# What you will do
Word for word, repeat the data; no picture should appear in the result.

Saved data entries
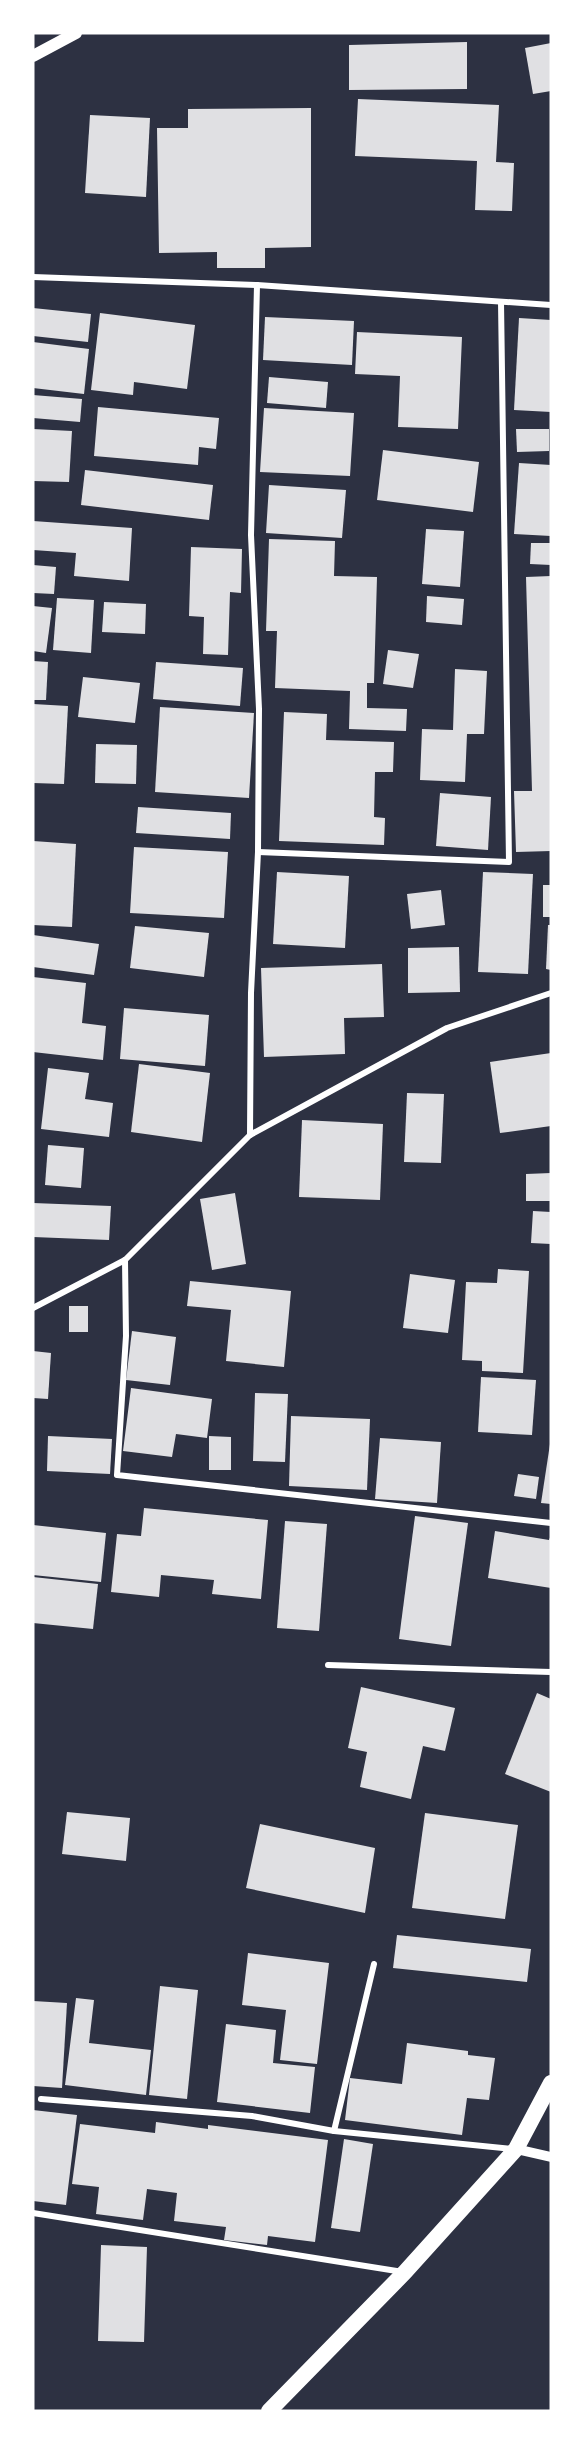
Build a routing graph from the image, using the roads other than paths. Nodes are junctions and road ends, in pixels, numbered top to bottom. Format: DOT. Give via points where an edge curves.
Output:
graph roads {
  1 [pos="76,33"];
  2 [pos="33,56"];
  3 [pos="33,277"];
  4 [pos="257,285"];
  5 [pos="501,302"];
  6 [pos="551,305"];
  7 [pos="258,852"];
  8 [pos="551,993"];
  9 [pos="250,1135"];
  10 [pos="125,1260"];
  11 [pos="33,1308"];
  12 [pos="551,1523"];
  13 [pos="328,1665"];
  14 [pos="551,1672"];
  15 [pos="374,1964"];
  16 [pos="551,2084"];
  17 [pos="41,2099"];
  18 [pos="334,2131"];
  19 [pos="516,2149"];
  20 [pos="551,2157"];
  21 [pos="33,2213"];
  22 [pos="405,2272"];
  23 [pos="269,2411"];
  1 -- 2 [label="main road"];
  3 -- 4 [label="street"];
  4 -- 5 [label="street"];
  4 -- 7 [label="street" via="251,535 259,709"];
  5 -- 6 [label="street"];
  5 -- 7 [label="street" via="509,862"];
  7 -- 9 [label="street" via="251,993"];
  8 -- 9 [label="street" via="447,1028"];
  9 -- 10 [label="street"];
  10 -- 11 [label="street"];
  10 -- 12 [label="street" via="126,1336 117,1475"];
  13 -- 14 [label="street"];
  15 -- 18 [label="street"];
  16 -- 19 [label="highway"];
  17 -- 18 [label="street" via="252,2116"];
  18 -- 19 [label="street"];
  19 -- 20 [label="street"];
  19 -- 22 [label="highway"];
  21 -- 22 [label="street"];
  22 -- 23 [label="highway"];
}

# Result of the task
Build a routing graph from the image, using the roads other than paths. Nodes are junctions and road ends, in pixels, numbered top to bottom. Format: DOT. Give via points where an edge curves.
Output:
graph roads {
  1 [pos="76,33"];
  2 [pos="33,56"];
  3 [pos="33,277"];
  4 [pos="257,285"];
  5 [pos="501,302"];
  6 [pos="551,305"];
  7 [pos="258,852"];
  8 [pos="551,993"];
  9 [pos="250,1135"];
  10 [pos="125,1260"];
  11 [pos="33,1308"];
  12 [pos="551,1523"];
  13 [pos="328,1665"];
  14 [pos="551,1672"];
  15 [pos="374,1964"];
  16 [pos="551,2084"];
  17 [pos="41,2099"];
  18 [pos="334,2131"];
  19 [pos="516,2149"];
  20 [pos="551,2157"];
  21 [pos="33,2213"];
  22 [pos="405,2272"];
  23 [pos="269,2411"];
  1 -- 2 [label="main road"];
  3 -- 4 [label="street"];
  4 -- 5 [label="street"];
  4 -- 7 [label="street" via="251,535 259,709"];
  5 -- 6 [label="street"];
  5 -- 7 [label="street" via="509,862"];
  7 -- 9 [label="street" via="251,993"];
  8 -- 9 [label="street" via="447,1028"];
  9 -- 10 [label="street"];
  10 -- 11 [label="street"];
  10 -- 12 [label="street" via="126,1336 117,1475"];
  13 -- 14 [label="street"];
  15 -- 18 [label="street"];
  16 -- 19 [label="highway"];
  17 -- 18 [label="street" via="252,2116"];
  18 -- 19 [label="street"];
  19 -- 20 [label="street"];
  19 -- 22 [label="highway"];
  21 -- 22 [label="street"];
  22 -- 23 [label="highway"];
}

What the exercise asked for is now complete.